(Stored data)
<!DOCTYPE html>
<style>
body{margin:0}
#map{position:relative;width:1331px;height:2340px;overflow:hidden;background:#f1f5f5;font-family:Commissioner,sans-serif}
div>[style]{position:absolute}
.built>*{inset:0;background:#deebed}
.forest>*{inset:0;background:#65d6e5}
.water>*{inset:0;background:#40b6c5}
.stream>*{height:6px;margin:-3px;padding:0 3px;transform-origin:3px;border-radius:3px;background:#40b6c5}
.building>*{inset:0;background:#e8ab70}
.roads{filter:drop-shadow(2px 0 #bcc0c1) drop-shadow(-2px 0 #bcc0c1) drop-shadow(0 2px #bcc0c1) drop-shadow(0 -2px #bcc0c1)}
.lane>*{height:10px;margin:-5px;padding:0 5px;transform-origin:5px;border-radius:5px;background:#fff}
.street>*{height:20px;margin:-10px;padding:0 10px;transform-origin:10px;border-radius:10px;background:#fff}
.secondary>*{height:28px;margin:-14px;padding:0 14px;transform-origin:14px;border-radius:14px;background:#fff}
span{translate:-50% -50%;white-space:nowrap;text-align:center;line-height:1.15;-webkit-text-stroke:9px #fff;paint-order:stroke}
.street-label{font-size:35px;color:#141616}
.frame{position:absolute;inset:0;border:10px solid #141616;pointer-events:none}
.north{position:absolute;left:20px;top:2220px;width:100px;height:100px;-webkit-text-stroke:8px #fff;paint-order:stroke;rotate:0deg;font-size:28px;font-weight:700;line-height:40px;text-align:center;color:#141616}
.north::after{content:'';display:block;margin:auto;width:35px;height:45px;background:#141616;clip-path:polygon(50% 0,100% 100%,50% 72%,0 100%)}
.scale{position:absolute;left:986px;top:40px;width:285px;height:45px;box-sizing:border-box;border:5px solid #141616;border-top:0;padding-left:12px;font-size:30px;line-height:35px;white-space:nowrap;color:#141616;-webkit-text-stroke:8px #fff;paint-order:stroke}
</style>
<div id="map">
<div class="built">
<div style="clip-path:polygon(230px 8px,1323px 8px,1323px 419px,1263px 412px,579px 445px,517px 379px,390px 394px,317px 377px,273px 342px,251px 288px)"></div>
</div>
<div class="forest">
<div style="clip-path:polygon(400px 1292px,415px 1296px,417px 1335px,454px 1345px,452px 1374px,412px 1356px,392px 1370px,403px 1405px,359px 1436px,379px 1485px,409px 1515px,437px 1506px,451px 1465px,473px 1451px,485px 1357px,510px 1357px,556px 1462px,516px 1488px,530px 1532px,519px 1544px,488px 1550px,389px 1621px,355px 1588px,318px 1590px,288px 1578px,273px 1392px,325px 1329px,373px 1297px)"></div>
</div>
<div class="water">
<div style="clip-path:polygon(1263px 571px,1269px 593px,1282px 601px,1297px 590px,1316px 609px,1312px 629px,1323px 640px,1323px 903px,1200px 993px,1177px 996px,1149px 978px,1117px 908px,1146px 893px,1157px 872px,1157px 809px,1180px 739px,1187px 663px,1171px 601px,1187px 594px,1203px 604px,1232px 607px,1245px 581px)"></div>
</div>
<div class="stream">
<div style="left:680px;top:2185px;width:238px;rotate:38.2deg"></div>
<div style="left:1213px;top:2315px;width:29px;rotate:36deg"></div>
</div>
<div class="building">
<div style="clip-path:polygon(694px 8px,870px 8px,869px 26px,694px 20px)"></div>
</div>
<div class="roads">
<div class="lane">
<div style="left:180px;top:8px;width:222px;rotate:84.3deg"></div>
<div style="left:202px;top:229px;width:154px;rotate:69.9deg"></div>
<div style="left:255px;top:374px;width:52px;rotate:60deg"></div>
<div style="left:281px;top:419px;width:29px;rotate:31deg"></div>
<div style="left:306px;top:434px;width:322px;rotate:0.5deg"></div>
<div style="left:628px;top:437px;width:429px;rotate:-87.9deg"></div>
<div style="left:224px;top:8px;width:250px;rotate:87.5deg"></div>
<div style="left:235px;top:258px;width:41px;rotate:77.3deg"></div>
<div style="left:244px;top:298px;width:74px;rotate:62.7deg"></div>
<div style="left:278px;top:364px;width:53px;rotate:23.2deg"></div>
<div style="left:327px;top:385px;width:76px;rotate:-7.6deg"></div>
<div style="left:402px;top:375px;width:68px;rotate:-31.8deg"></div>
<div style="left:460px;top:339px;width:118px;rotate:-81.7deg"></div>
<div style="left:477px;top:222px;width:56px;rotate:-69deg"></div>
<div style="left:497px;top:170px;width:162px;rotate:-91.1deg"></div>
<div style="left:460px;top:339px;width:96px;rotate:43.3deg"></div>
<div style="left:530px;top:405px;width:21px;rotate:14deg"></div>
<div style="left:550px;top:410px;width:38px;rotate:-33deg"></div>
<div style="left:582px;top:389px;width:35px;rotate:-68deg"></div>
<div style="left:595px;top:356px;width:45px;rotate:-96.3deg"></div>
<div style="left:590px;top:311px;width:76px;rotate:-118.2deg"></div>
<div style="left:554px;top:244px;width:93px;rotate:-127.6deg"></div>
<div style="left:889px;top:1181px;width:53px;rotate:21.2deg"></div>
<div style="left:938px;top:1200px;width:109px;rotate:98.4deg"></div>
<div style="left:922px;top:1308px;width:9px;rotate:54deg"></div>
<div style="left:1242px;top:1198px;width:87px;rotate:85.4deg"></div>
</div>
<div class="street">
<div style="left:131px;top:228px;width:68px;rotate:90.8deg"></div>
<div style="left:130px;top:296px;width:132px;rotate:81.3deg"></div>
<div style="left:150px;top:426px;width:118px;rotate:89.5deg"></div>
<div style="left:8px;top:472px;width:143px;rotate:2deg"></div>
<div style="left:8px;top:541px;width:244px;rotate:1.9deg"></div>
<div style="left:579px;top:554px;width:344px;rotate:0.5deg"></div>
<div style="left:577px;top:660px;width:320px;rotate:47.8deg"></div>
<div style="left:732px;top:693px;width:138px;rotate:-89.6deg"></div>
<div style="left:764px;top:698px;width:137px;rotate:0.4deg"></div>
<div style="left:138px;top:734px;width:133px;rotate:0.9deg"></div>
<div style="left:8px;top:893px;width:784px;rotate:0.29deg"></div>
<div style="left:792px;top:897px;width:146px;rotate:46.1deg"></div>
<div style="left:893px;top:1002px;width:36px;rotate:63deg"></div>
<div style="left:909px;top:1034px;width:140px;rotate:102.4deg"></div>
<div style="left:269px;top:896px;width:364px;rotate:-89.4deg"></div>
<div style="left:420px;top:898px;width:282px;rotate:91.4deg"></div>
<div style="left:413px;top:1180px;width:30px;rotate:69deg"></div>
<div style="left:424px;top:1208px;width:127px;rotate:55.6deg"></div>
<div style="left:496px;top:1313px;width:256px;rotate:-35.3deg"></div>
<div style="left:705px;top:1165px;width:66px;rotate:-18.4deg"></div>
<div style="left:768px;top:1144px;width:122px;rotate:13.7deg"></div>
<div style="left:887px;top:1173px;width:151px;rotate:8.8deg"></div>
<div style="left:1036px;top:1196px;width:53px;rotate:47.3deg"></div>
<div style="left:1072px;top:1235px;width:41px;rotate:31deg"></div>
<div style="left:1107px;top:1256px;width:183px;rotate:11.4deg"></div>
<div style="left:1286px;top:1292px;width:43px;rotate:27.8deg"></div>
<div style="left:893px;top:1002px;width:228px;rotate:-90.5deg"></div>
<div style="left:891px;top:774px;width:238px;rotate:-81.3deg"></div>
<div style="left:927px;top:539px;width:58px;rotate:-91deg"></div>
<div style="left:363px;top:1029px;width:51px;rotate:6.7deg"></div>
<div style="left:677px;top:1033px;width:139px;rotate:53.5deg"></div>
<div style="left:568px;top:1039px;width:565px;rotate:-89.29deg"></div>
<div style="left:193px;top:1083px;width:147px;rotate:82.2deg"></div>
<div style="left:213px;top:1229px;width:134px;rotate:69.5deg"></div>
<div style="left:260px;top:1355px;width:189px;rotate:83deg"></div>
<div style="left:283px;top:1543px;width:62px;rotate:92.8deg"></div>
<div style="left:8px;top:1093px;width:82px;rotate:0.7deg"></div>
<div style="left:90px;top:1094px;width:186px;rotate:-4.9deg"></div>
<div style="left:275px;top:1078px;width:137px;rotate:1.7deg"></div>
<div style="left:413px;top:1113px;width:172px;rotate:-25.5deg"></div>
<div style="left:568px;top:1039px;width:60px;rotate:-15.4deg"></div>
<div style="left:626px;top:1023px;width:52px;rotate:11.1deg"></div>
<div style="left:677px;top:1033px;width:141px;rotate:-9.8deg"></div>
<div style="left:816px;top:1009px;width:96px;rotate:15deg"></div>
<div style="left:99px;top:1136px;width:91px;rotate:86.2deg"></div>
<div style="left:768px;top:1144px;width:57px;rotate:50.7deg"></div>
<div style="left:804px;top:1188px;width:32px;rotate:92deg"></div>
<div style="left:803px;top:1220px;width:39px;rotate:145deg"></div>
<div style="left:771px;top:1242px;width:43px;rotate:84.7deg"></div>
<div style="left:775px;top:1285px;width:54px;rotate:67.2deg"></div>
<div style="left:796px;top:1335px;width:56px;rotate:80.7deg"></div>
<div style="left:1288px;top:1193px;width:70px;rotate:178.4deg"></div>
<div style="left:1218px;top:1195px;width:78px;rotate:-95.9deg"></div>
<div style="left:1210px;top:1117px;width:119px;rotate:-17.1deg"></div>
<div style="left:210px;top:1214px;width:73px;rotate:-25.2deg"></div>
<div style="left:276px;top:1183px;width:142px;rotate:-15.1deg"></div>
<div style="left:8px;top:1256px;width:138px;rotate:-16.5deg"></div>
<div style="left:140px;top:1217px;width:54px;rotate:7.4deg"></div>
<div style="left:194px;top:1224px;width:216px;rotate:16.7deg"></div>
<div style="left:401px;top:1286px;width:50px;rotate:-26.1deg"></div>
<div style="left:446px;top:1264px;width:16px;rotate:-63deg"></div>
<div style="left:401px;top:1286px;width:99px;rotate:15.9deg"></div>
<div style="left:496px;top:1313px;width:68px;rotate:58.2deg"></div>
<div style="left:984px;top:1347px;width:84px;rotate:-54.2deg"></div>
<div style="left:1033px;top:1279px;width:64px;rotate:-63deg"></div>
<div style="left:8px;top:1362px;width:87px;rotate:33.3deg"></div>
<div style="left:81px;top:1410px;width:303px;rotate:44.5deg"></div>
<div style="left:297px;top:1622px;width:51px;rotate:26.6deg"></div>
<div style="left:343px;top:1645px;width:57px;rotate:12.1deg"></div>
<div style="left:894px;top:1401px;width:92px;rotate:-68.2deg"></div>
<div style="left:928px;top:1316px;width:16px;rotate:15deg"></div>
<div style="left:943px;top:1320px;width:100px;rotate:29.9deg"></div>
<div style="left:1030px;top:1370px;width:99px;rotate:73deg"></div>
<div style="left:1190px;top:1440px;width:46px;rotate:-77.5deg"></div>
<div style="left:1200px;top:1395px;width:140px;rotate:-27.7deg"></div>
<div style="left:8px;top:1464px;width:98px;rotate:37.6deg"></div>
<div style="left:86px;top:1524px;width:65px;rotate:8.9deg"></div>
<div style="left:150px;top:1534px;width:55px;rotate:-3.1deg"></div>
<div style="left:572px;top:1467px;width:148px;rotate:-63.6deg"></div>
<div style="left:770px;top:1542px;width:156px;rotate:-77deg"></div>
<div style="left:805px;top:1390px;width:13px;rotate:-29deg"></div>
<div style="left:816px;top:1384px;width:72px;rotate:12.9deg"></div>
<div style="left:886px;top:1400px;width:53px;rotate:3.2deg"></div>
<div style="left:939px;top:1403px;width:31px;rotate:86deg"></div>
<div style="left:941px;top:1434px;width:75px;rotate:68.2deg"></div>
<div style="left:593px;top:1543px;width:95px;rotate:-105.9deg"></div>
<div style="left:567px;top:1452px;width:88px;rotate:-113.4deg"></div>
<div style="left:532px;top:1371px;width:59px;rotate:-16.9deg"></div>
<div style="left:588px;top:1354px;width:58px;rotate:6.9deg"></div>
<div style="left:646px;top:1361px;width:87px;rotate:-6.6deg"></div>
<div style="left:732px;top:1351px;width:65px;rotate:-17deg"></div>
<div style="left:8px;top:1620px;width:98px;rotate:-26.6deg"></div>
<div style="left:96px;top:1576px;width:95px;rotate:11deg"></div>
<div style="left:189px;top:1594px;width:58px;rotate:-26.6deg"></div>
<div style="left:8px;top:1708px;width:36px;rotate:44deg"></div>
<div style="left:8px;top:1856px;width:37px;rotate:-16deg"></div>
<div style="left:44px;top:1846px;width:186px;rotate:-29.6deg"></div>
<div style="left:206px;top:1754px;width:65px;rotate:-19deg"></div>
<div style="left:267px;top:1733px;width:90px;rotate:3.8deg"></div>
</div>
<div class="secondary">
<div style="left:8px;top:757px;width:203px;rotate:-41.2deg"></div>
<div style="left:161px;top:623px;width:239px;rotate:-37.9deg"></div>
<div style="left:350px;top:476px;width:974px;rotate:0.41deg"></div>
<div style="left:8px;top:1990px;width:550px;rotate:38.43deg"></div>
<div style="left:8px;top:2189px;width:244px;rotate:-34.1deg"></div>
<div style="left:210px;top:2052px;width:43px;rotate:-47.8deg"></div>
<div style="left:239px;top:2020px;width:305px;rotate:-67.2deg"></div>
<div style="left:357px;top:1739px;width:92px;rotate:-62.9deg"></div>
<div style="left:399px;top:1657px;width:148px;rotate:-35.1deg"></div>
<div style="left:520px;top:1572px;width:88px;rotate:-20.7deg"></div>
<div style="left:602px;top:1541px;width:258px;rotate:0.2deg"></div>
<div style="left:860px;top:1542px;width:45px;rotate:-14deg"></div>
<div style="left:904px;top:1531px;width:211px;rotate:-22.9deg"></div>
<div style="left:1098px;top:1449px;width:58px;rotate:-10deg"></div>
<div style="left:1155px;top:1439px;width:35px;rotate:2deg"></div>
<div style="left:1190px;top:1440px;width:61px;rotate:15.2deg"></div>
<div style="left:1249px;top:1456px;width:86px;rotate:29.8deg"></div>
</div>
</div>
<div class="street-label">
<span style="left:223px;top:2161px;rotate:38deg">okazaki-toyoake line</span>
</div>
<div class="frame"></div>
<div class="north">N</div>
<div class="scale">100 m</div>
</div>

TASK GOAL:
Which lines hold the string "stream"? Copy all of them from the data above.

RESPONSE TO THIS TASK:
.stream>*{height:6px;margin:-3px;padding:0 3px;transform-origin:3px;border-radius:3px;background:#40b6c5}
<div class="stream">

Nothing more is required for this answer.